DELAY or NODELAY - Riffing on Larry, who's riffing on Raymond...

[Why is this under "Programmer Hubris"? Because it's about developers who find "an easy fix" and apply it, without trying to figure out why it made things appear to work better.]

I like to read Larry Osterman and Raymond Chen's blogs, because they've seen most things, and learned most of the lessons right.  Today, Larry posted on network optimisation - reminding me once again:

Trying to fix network speed problems by enabling TCP_NODELAY is almost always wrong.  Setting TCP_NODELAY disables the Nagle algorithm

When you do this, it's an indication that either your program is broken, or your protocol is broken, or quite possibly both.

"But what about FTP?" people say.

Yes, the protocol is broken.  It requires a send / send / recv exchange, and you have to enable TCP_NODELAY (disabling the Nagle algorithm in the process) to make it work properly, so that you can have more than five files transfer per second.

So what does Nagle do, exactly? Well, John Nagle spends his time pushing dead bodies down staircases.  The Nagle algorithm, named after John despite his humble protestations, does a couple of simple things every time you try to send data:

If there is unacknowledged data in the queue, then don't send until:
  • all data is acknowledged, or
  • you have a segment's worth to send.
  • Uh... that's it.

The idea is to take a program that, rather stupidly, sends one character at a time, resulting in a 1:40 data:framing ratio, and turn it into one that sends several characters at a time, using the network bandwidth more efficiently and not becoming a network hog.

Way back when, this was a perfect idea, and could have remained perfect, if it weren't for the delayed ACK algorithm, whose author is not remembered so fondly as to name the algorithm after him.  Delayed Ack states that you should not send an unaccompanied ack until either:

  • you receive two segments
  • 200ms expires since the first piece of data was received.
[An ACK is included in every TCP segment, so it's not an overhead of any kind except when you're sending nothing but an ACK.]

In most environments, this is still good, because most protocols are "client sends command, server sends response" over and over again, so each side is doing one send, then one recv. Model this behaviour in your head, and you'll see that the Nagle algorithm won't stop any outgoing traffic, and nor will delayed ACK hold up any acknowledgements.

If one side hiccups and calls send() twice (on short data) before receiving, however, things come to (in networking terms) a screeching halt. The second send queues up because the Nagle algorithm doesn't get an acknowledgement from the first send until the delayed ACK algorithm has exhausted its timer.

The answer is always "don't send / send / recv".  Always group logically-associated data together in one call to send, unless you're sending large amounts of data, in which case you can happily send / send / send until you've exhausted your data.

Setting TCP_NODELAY will look like it makes your program perform at top speed, but it's now become the network hog that you programmed it to be, and that Nagle was helpfully preventing you from being.  Fixing the program will make your program perform faster than it would with TCP_NODELAY alone, and you will find that the TCP_NODELAY setting will have no further effect, on or off.  Your program is now working smoothly, a good network citizen, and the Nagle net-cop allows it to go about its business unimpeded.

So, my final piece of advice - if TCP_NODELAY looks like it makes your program perform better, fix your damn program! There's too much crappy networking software out there already, and you don't want to add to it.

Published Mon, May 8 2006 17:01 by Alun Jones
Filed under: ,

Comments

# re: DELAY or NODELAY - Riffing on Larry, who's riffing on Raymond...

Finally.

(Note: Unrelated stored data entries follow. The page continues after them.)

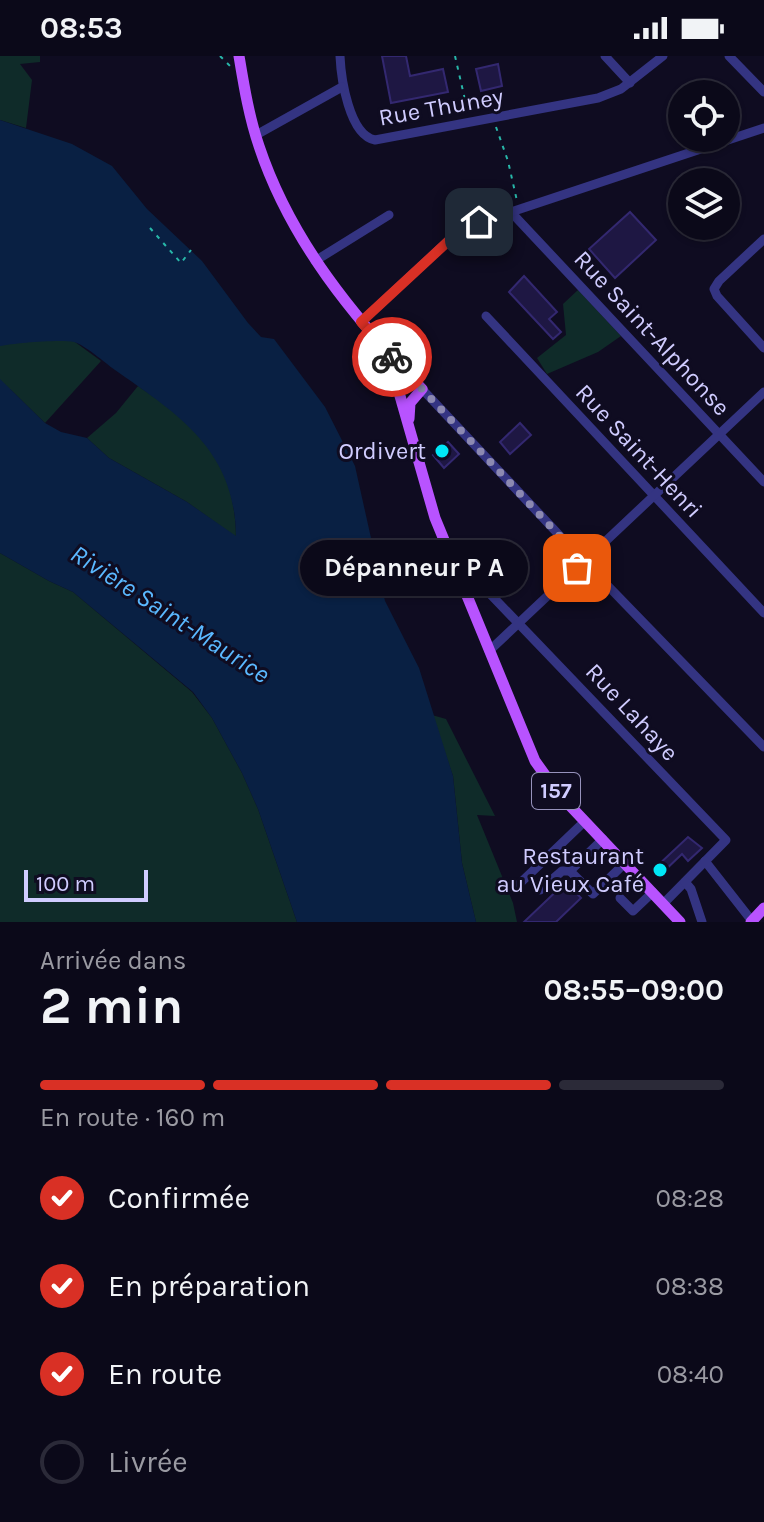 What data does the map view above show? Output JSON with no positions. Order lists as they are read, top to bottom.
{
  "streets": {
    "main road": ["157"],
    "street": [
      "Rue Thuney",
      "Rue Saint-Alphonse",
      "Rue Saint-Henri",
      "Rue Lahaye"
    ]
  },
  "crossings": [
    ["Rue Lahaye", "157"]
  ],
  "water": ["Rivière Saint-Maurice"],
  "places": ["Ordivert", "Dépanneur P A", "Restaurant au Vieux Café"],
  "scale_bar": "100 m",
  "page": {
    "status": "08:53",
    "bubble": "Dépanneur P A",
    "scale": "100 m",
    "heading": ["2 min", "Arrivée dans", "08:55–09:00"],
    "bar": "En route · 160 m",
    "list": [
      ["Confirmée", "08:28"],
      ["En préparation", "08:38"],
      ["En route", "08:40"],
      "Livrée"
    ]
  }
} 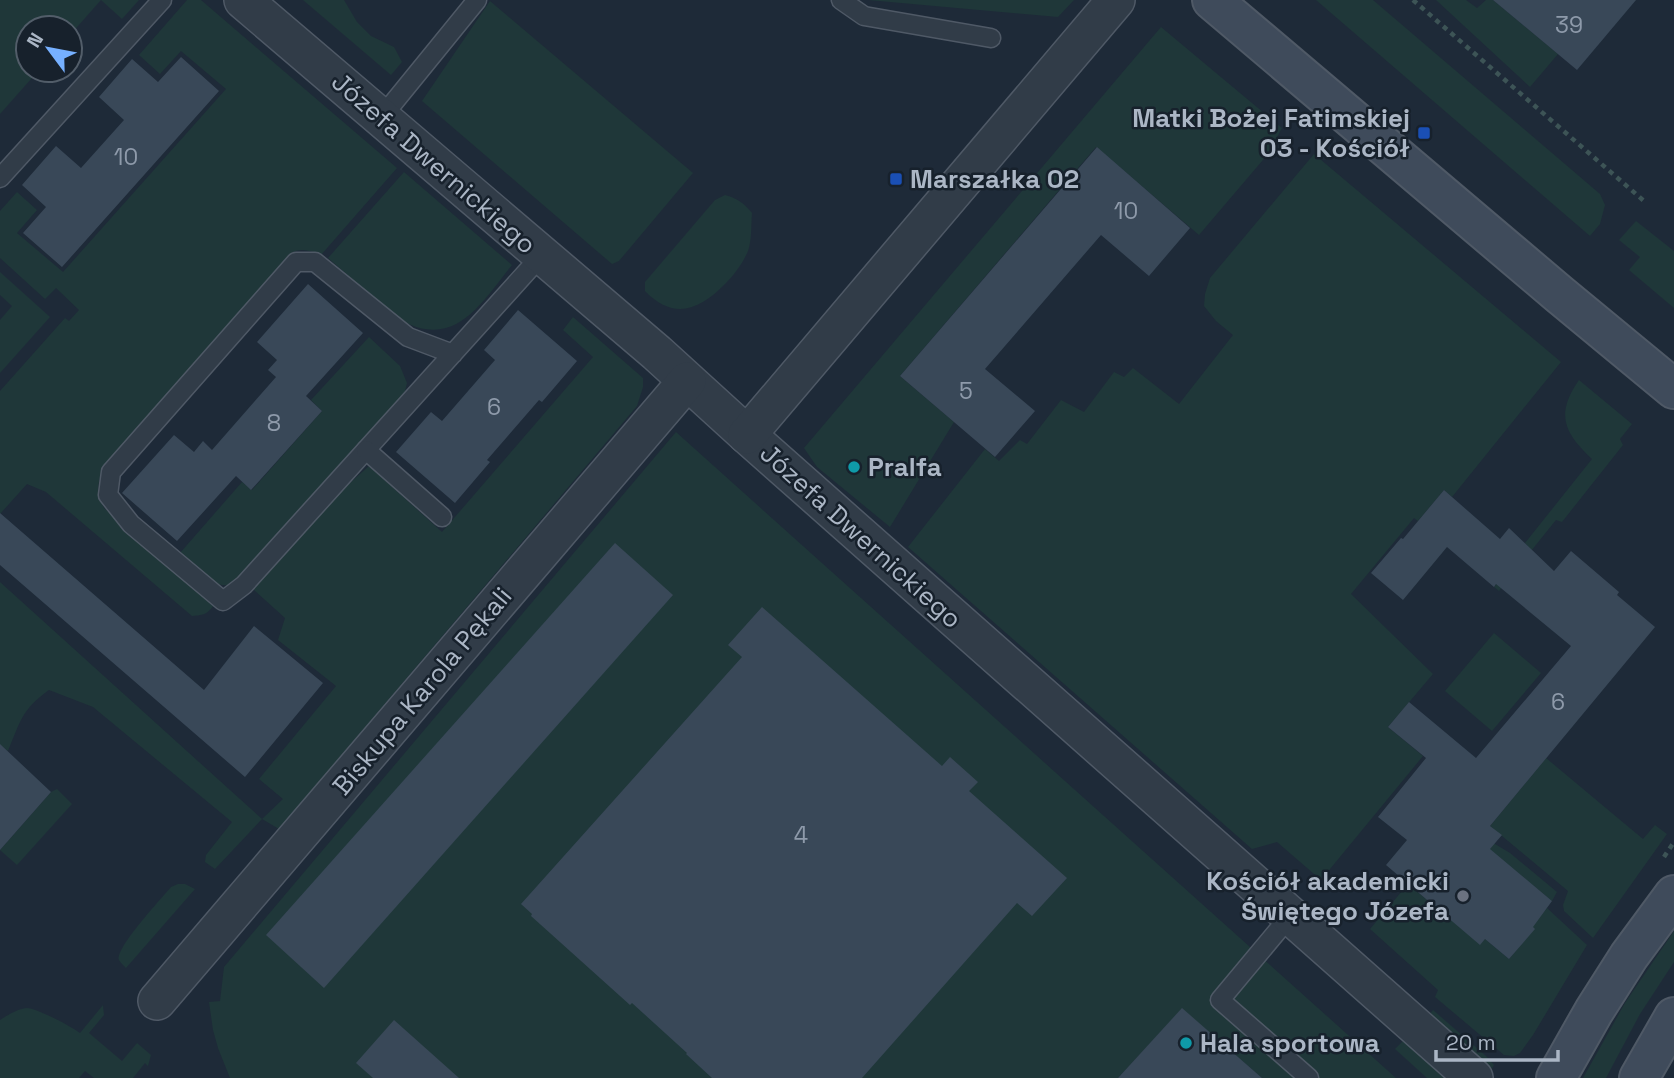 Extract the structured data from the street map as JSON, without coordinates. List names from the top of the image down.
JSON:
{
  "streets": {
    "street": ["Józefa Dwernickiego", "Biskupa Karola Pękali"]
  },
  "crossings": [
    ["Józefa Dwernickiego", "Biskupa Karola Pękali"]
  ],
  "places": {
    "transit": ["Matki Bożej Fatimskiej 03 - Kościół", "Marszałka 02"],
    "other": ["Pralfa", "Kościół akademicki Świętego Józefa", "Hala sportowa"]
  },
  "house_numbers": [
    "39",
    "10",
    "10",
    "5",
    "6",
    "8",
    "6",
    "4"
  ],
  "scale_bar": "20 m",
  "north": "top left"
} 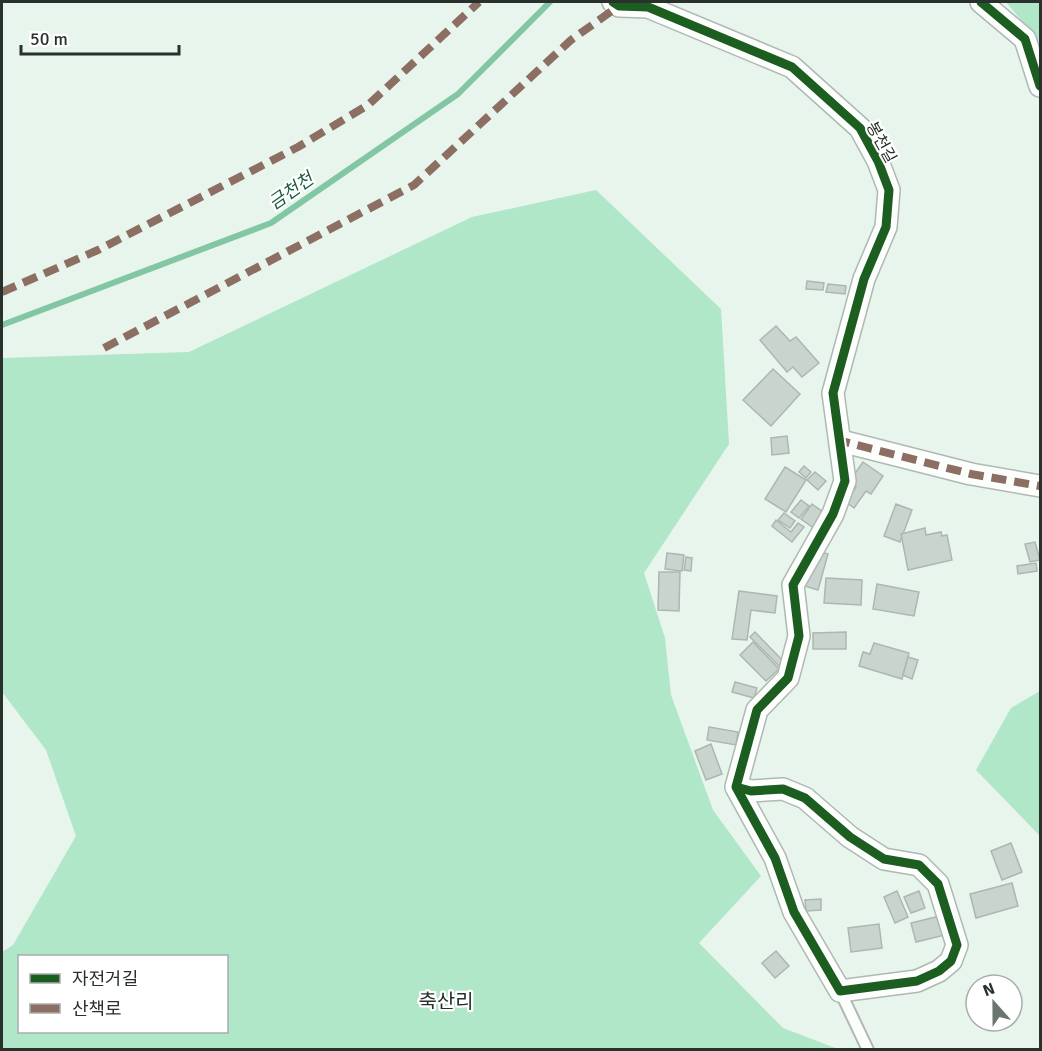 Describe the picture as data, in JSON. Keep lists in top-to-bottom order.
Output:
{
  "streets": {
    "street": ["봉천길"]
  },
  "districts": ["축산리"],
  "water": ["금천천"],
  "legend": ["자전거길", "산책로"],
  "scale_bar": "50 m",
  "north": "top"
} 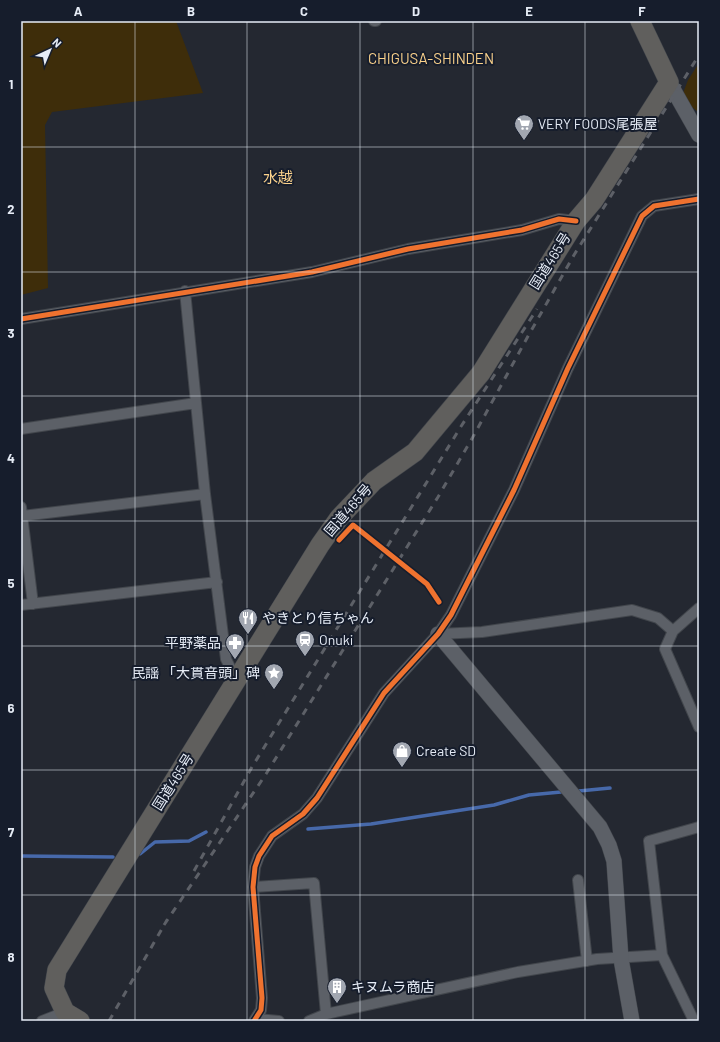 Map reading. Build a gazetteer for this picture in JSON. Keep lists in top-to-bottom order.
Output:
{
  "streets": {
    "highway": ["国道465号"]
  },
  "districts": ["CHIGUSA-SHINDEN", "水越"],
  "places": {
    "supermarket": ["VERY FOODS尾張屋"],
    "restaurant": ["やきとり信ちゃん"],
    "station": ["Onuki"],
    "pharmacy": ["平野薬品"],
    "place": ["民謡 「大貫音頭」碑"],
    "shop": ["Create SD"],
    "building": ["キヌムラ商店"]
  },
  "north": "top right",
  "grid": {
    "columns": [
      "A",
      "B",
      "C",
      "D",
      "E",
      "F"
    ],
    "rows": [
      "1",
      "2",
      "3",
      "4",
      "5",
      "6",
      "7",
      "8"
    ]
  }
} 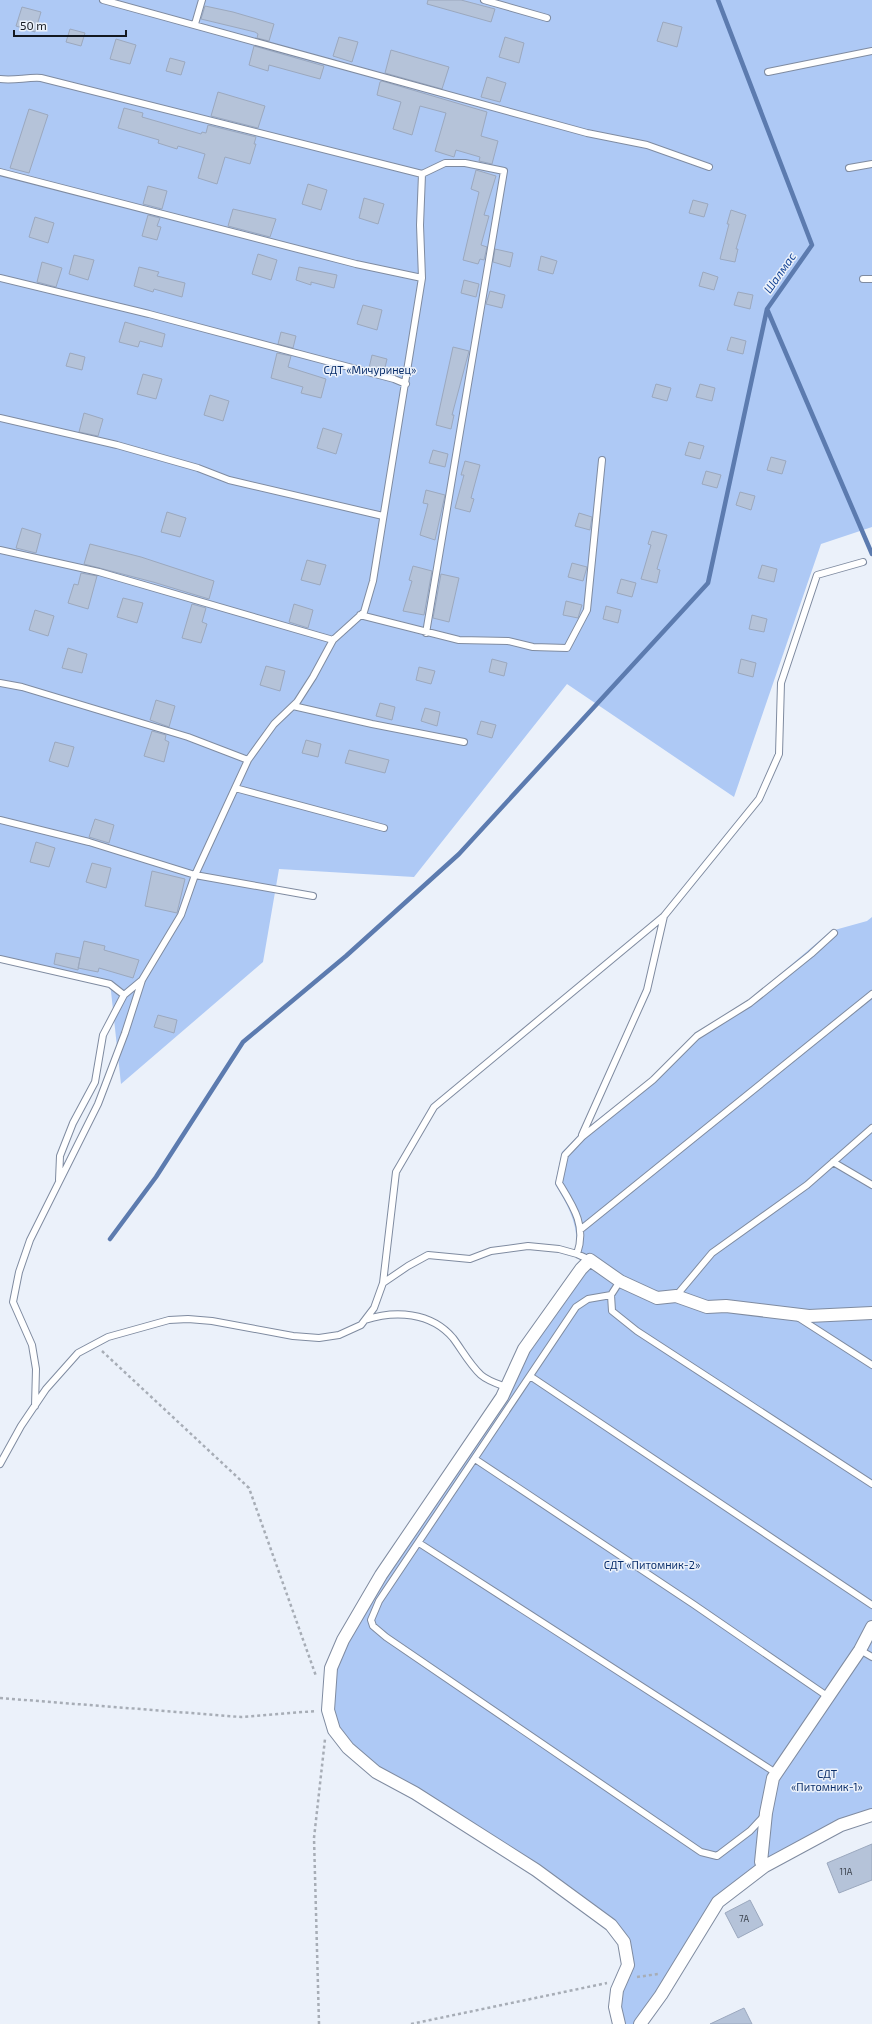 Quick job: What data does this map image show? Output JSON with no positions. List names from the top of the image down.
{
  "water": ["Шалмас"],
  "parks": ["СДТ «Мичуринец»", "СДТ «Питомник-2»", "СДТ «Питомник-1»"],
  "house_numbers": ["11А", "7А"],
  "scale_bar": "50 m"
}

This makes a lot of sense. Your description of what happens really clear things up. And with this new understanding of what Nagle does (and why it should not be disabled), I will now be able to fix my damn program.

Tuesday, May 09, 2006 1:05 AM by Steven Don

# re: DELAY or NODELAY - Riffing on Larry, who's riffing on Raymond...

Every so often, I'll explain the Nagle algorithm, and someone will post back and say "that doesn't explain this or that behaviour". Almost always, I'll simply post back a demonstration of how their behaviour arises immediately out of Nagle and the delayed Ack algorithm. Most people think that Nagle's algorithm "must" be more complicated than that.
I think I may even have made it more complicated than it needs to be, and will revisit it later.

Tuesday, May 09, 2006 1:48 PM by Alun Jones

# re: DELAY or NODELAY - Riffing on Larry, who's riffing on Raymond...

Alun,

"In most environments, this is still good, because most protocols are "client sends command, server sends response" over and over again, so each side is doing one send, then one recv."

Consider a situation in which you have an app that requires very low response time (very low latency of response). For instance a multiplayer game over TCP (quite a few out there that don't use UDP, due to various constraints).

Such a game might well want to go Send-Send-Send-Receive.

So wouldn't you say there *are* exceptions to be made here? I do believe your argument makes sense in the main, but

"There's too much crappy networking software out there already, and you don't want to add to it."

sounds a little bit harsh in the rare case mentioned above :)

If you see things differently please enlighten me :)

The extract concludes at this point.